Project team: Prof. Owen Stanley (lead Chief Investigator, CDU), Ramadhani Achdiawan (CIFOR), Natasha Stacey (CDU) , Ram Vemuri (CIFOR), Julian Gorman (CDU) , Arild Angelsen (Norwegian University of Life Sciences), Sam Pickering (CDU), Michael Honer (CDU), Ermi Koeslulat (Universitas Gadjah Mada)

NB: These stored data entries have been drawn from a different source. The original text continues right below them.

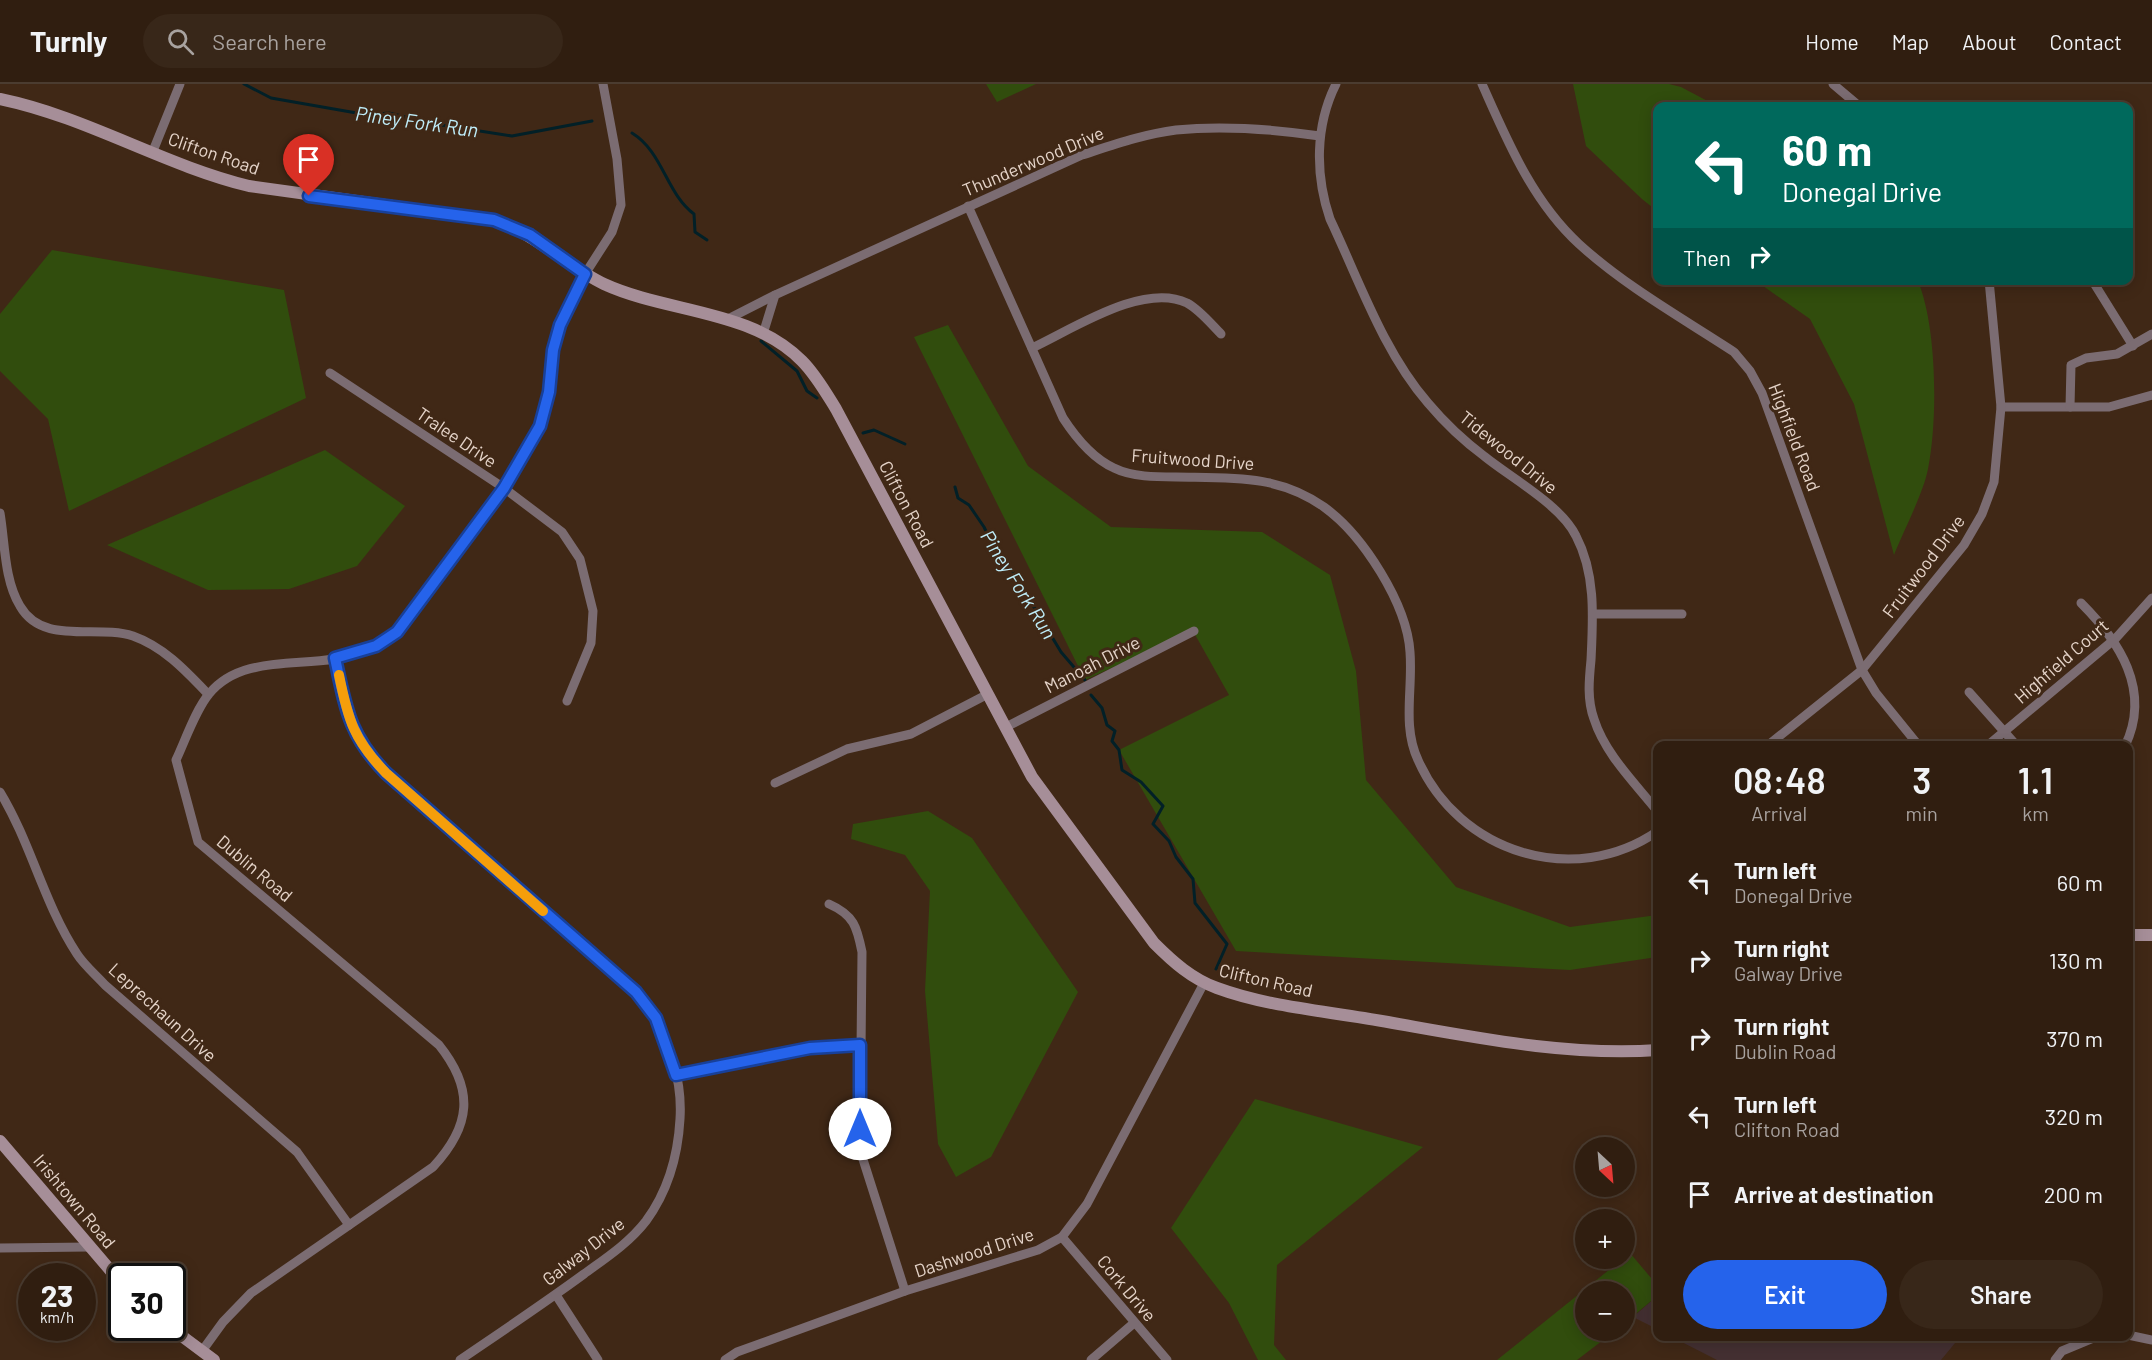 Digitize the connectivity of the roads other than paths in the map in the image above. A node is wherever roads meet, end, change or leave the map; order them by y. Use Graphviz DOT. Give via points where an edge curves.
graph roads {
  1 [pos="180,84"];
  2 [pos="603,84"];
  3 [pos="1336,84"];
  4 [pos="1482,84"];
  5 [pos="1833,84"];
  6 [pos="0,99"];
  7 [pos="1854,102"];
  8 [pos="1320,136"];
  9 [pos="153,152"];
  10 [pos="968,206"];
  11 [pos="585,274"];
  12 [pos="1989,285"];
  13 [pos="2095,285"];
  14 [pos="775,295"];
  15 [pos="726,320"];
  16 [pos="763,334"];
  17 [pos="1221,334"];
  18 [pos="2152,334"];
  19 [pos="2133,346"];
  20 [pos="1032,348"];
  21 [pos="330,373"];
  22 [pos="2152,395"];
  23 [pos="2001,407"];
  24 [pos="2070,407"];
  25 [pos="504,488"];
  26 [pos="0,513"];
  27 [pos="2152,598"];
  28 [pos="2081,603"];
  29 [pos="1593,614"];
  30 [pos="1682,614"];
  31 [pos="1194,631"];
  32 [pos="2116,638"];
  33 [pos="335,658"];
  34 [pos="1862,670"];
  35 [pos="1969,692"];
  36 [pos="208,694"];
  37 [pos="988,694"];
  38 [pos="567,701"];
  39 [pos="1005,728"];
  40 [pos="2004,732"];
  41 [pos="1773,741"];
  42 [pos="1915,741"];
  43 [pos="1993,741"];
  44 [pos="2012,741"];
  45 [pos="2129,741"];
  46 [pos="775,783"];
  47 [pos="0,792"];
  48 [pos="1653,806"];
  49 [pos="1653,834"];
  50 [pos="829,904"];
  51 [pos="2133,934"];
  52 [pos="2152,935"];
  53 [pos="1204,983"];
  54 [pos="860,1045"];
  55 [pos="1653,1050"];
  56 [pos="676,1075"];
  57 [pos="0,1141"];
  58 [pos="349,1224"];
  59 [pos="1062,1238"];
  60 [pos="90,1247"];
  61 [pos="0,1248"];
  62 [pos="108,1268"];
  63 [pos="905,1291"];
  64 [pos="556,1295"];
  65 [pos="1134,1323"];
  66 [pos="2133,1336"];
  67 [pos="186,1339"];
  68 [pos="2152,1340"];
  69 [pos="2086,1341"];
  70 [pos="202,1351"];
  71 [pos="214,1360"];
  72 [pos="460,1360"];
  73 [pos="598,1360"];
  74 [pos="725,1360"];
  75 [pos="1091,1360"];
  76 [pos="1167,1360"];
  77 [pos="2055,1360"];
  1 -- 9 [label="street"];
  2 -- 11 [label="street, Dublin Road" via="621,205 612,232"];
  3 -- 8 [label="street, Tidewood Drive" via="1327,102"];
  4 -- 34 [label="street, Highfield Road" via="1528,179 1578,243 1608,268 1734,352 1750,371 1762,393"];
  5 -- 7 [label="street"];
  6 -- 9 [label="main road, Clifton Road" via="59,115"];
  8 -- 10 [label="street, Thunderwood Drive" via="1228,128 1176,130 1082,155"];
  8 -- 29 [label="street, Tidewood Drive" via="1319,167 1326,208 1394,352 1427,403 1455,431 1560,514 1575,532 1586,555"];
  9 -- 11 [label="main road, Clifton Road" via="235,183 263,189 494,220 530,235"];
  10 -- 14 [label="street, Thunderwood Drive"];
  10 -- 20 [label="street, Fruitwood Drive"];
  11 -- 15 [label="main road, Clifton Road" via="625,292"];
  11 -- 25 [label="street, Dublin Road" via="560,325 540,426"];
  12 -- 23 [label="street, Fruitwood Drive"];
  13 -- 19 [label="street"];
  14 -- 15 [label="street, Thunderwood Drive"];
  14 -- 16 [label="street"];
  15 -- 16 [label="main road, Clifton Road"];
  16 -- 37 [label="main road, Clifton Road" via="802,361 827,394"];
  17 -- 20 [label="street" via="1188,304 1173,298 1151,297 1131,301"];
  18 -- 19 [label="street"];
  19 -- 24 [label="street" via="2071,365"];
  20 -- 49 [label="street, Fruitwood Drive" via="1075,437 1114,468 1161,477 1253,478 1306,495 1346,525 1364,546 1405,626 1410,652 1410,734 1417,759 1453,812 1474,830 1499,844 1553,860 1583,860 1612,854"];
  21 -- 25 [label="street, Tralee Drive"];
  22 -- 24 [label="street" via="2109,407"];
  23 -- 24 [label="street"];
  23 -- 34 [label="street, Fruitwood Drive" via="1994,482 1982,514 1964,545"];
  25 -- 33 [label="street, Dublin Road" via="397,632 376,646"];
  25 -- 38 [label="street, Tralee Drive" via="562,532 580,559 593,611 591,643"];
  26 -- 36 [label="street" via="12,590 20,608 33,621 63,633 101,630 144,640 177,663"];
  27 -- 32 [label="street, Highfield Court"];
  28 -- 32 [label="street"];
  29 -- 30 [label="street"];
  29 -- 48 [label="street, Tidewood Drive" via="1589,692 1593,718 1605,744"];
  31 -- 39 [label="street, Manoah Drive"];
  32 -- 40 [label="street, Highfield Court"];
  32 -- 45 [label="street" via="2142,684 2139,722"];
  33 -- 36 [label="street, Dublin Road" via="255,667 226,678"];
  33 -- 56 [label="street, Galway Drive" via="353,731 365,752 636,992 656,1018"];
  34 -- 41 [label="street, Fruitwood Drive"];
  34 -- 42 [label="street, Highfield Road"];
  35 -- 40 [label="street"];
  36 -- 58 [label="street, Dublin Road" via="176,760 198,842 439,1045 462,1082 465,1103 461,1125 450,1148 433,1167"];
  37 -- 39 [label="main road, Clifton Road"];
  37 -- 46 [label="street" via="911,734 847,748"];
  39 -- 53 [label="main road, Clifton Road" via="1042,793 1154,944"];
  40 -- 43 [label="street, Highfield Court"];
  40 -- 44 [label="street"];
  47 -- 58 [label="street, Leprechaun Drive" via="16,818 78,956 105,985 297,1152"];
  50 -- 54 [label="street" via="845,911 857,928 862,952"];
  51 -- 52 [label="main road"];
  53 -- 55 [label="main road, Clifton Road" via="1267,1001 1519,1043 1591,1050"];
  53 -- 59 [label="street, Dashwood Drive" via="1087,1204"];
  54 -- 56 [label="street" via="810,1048"];
  54 -- 63 [label="street" via="860,1150"];
  56 -- 64 [label="street, Galway Drive" via="681,1104 679,1134 674,1164 663,1191 646,1221 622,1246"];
  57 -- 60 [label="main road, Irishtown Road"];
  58 -- 70 [label="street, Dublin Road" via="251,1293"];
  59 -- 63 [label="street, Dashwood Drive" via="1038,1250"];
  59 -- 65 [label="street, Cork Drive"];
  60 -- 61 [label="street"];
  60 -- 62 [label="main road, Irishtown Road"];
  63 -- 74 [label="street, Dashwood Drive" via="737,1352"];
  64 -- 72 [label="street, Galway Drive"];
  64 -- 73 [label="street"];
  65 -- 75 [label="street"];
  65 -- 76 [label="street, Cork Drive"];
  66 -- 68 [label="street"];
  67 -- 70 [label="main road"];
  69 -- 77 [label="street" via="2062,1351"];
  70 -- 71 [label="main road"];
}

Partners: Ramingining Homelands Resource Centre Aboriginal Corporation, CIFOR, Norwegian University of Life Sciences, Yayasan Pecinta Budaya Bebali (Bali) and Threads of Life
Funding: ARC Linkage

This project will investigate: (a) the nature of dependence of people on natural resources, in two contrasting Indigenous situations (Northern Australia and Eastern Indonesia); (b) the constraints to and opportunities for livelihood improvement from natural resource management and natural product enterprise development; (c) strategies for improving livelihoods based on natural resources. The research will contribute fundamental knowledge on the economics and behaviour of people dependent on natural resources, and thus provide concrete strategies on how natural resources can contribute to poverty alleviation agendas. Improved understanding of poverty should ensure more effective development assistance, thereby reducing pressures on Australia’s borders.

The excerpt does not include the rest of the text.